Investment banking revenue dropped about 42% to $568 million in the period ended Feb. 28, the New York-based firm said Tuesday in a statement. That fell short of the $616.5 million average estimate of analysts in a Bloomberg survey. Sales and trading revenue grew 33% $639.4 million.

Jefferies’ results offer an early snapshot of how Wall Street’s biggest banks may fare as they report earnings for the first three months of 2023. Investment banking revenue plummeted last year, after corporate dealmaking and sales of new securities waned during 2022’s market swings. 

“Despite the significant decline in M&A activity and a continued lull in the IPO and leveraged finance markets, our investment banking business continues to build on our momentum and growing market position,” Chief Executive Officer Richard Handler and President Brian Friedman said in the statement. 

Net income plunged 59% from a year earlier to $133.6 million, or 54 cents a share. The shares gained less that 1% Tuesday in regular New York trading to $30.20, and have declined about 8% this year.

Fixed-income was a growth engine for Jefferies, posting a 63% gain to $330.7 million amid continued volatility across markets caused by economic uncertainty and rising interest rates. Revenue from equities trading grew 11% from a year earlier to $308.7 million.

Market volatility stemming from Silicon Valley Bank’s collapse happened outside Jefferies’ fiscal first quarter.

Capital markets will reopen, though probably not until the third or fourth quarter, Handler said in an interview after results were announced. “We saw capital formation early in the year, then the music just stopped. It won’t be a turn of the switch,” he said. 

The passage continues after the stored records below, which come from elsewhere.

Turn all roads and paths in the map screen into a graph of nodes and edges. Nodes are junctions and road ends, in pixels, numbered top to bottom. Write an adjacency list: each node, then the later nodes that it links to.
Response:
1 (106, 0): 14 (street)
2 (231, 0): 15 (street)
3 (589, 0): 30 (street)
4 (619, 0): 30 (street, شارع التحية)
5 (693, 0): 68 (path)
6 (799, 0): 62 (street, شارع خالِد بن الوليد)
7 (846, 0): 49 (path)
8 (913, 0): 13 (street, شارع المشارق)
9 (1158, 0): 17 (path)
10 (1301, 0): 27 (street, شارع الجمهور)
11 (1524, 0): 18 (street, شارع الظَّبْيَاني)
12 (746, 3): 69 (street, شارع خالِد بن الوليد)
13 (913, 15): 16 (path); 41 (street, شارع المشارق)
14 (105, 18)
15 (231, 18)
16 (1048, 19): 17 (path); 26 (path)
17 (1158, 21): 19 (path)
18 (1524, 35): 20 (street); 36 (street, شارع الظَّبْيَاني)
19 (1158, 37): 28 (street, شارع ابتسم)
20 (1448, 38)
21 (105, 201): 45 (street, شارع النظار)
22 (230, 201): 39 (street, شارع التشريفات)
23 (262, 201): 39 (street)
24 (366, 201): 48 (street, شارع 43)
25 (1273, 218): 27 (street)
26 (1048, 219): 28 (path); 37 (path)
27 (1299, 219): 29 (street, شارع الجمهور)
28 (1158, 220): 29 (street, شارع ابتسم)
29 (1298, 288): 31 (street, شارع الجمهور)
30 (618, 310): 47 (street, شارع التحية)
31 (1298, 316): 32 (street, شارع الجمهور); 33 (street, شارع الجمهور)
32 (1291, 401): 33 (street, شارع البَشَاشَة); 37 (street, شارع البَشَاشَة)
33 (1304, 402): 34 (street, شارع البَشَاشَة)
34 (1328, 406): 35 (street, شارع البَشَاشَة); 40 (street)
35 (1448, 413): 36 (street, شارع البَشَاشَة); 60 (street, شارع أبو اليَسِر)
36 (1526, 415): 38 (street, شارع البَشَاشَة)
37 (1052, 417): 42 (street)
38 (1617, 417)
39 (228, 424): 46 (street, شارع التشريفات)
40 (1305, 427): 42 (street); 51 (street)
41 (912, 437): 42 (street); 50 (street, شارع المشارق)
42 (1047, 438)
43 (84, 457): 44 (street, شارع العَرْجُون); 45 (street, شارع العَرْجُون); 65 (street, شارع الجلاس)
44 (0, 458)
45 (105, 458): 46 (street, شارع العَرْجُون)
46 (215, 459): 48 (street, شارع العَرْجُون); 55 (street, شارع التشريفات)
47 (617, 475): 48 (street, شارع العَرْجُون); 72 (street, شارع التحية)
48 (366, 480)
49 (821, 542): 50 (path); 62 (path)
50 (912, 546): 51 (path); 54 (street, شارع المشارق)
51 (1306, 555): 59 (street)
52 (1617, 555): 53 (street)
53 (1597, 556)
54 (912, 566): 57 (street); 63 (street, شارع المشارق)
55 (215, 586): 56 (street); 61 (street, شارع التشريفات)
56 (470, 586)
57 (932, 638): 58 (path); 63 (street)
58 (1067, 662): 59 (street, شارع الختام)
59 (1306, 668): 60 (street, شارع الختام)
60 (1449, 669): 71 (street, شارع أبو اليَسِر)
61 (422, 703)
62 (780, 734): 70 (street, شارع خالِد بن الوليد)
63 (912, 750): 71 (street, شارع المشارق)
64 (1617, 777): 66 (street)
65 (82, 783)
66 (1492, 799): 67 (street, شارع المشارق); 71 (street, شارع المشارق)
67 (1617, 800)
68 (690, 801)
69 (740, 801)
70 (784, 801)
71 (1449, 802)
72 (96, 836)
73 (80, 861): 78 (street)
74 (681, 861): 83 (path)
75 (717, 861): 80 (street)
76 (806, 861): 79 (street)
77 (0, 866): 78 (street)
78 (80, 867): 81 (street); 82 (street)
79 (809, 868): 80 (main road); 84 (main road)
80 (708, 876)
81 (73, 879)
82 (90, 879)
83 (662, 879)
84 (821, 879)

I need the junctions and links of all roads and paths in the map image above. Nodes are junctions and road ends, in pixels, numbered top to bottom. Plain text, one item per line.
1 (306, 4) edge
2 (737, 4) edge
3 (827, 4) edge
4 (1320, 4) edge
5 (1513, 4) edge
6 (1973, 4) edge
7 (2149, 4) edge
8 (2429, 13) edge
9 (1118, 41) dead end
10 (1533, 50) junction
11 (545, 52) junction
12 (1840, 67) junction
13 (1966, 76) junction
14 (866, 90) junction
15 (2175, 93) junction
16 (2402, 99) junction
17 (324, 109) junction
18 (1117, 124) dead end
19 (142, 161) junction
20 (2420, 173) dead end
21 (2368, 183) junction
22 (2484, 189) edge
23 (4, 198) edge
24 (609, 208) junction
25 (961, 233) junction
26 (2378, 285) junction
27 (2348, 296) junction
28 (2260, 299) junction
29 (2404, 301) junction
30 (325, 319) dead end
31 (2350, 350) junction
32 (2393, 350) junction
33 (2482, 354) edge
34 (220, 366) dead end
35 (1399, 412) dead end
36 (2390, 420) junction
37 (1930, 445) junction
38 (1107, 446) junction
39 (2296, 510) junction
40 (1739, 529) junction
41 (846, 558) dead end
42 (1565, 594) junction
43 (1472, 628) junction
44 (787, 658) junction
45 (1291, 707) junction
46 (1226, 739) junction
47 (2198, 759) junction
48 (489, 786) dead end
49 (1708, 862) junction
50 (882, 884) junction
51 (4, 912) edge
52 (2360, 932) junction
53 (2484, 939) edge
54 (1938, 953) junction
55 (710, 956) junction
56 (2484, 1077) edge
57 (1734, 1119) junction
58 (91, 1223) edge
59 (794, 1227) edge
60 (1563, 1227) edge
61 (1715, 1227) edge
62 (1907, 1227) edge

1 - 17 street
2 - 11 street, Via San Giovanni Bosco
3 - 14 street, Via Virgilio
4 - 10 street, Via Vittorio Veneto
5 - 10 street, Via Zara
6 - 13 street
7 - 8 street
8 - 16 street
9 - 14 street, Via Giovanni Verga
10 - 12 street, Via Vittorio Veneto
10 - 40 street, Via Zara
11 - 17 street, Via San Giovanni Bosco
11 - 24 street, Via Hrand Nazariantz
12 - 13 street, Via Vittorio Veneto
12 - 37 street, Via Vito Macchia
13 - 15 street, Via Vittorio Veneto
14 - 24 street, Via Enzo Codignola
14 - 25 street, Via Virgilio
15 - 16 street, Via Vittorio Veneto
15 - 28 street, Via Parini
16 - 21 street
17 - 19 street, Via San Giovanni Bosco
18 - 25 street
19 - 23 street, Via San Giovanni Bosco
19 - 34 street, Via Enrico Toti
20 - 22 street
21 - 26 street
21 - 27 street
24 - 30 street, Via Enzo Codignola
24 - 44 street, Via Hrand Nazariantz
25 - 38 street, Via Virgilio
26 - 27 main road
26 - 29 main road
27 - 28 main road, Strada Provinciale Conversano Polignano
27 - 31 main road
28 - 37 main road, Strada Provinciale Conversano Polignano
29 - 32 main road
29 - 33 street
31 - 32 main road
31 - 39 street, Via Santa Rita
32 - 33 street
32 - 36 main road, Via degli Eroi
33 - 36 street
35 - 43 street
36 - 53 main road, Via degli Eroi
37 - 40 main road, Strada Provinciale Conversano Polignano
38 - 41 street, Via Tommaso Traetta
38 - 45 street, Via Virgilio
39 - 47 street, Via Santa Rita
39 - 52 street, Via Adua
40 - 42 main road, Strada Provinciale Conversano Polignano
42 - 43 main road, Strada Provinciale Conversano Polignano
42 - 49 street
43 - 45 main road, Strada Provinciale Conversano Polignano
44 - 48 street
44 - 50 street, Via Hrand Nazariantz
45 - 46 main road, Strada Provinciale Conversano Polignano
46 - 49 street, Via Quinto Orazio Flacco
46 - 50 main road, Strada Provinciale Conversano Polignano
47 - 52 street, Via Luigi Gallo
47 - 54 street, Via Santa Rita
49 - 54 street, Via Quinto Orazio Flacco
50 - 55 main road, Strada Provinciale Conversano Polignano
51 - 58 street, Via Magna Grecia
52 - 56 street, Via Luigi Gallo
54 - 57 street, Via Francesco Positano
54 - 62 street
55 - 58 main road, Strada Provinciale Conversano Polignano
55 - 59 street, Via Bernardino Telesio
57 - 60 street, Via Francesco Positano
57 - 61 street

Handler said he sees pent-up demand for mergers and acquisitions, but interest rates will determine whether deals return. The recent banking crisis will cause even more complications for the Federal Reserve, he said.

Non-interest expenses fell to $1.125 billion from $1.3 billion a year ago. Costs have been a focus for investors with persistent inflation putting pressure on spending and wage growth across the globe.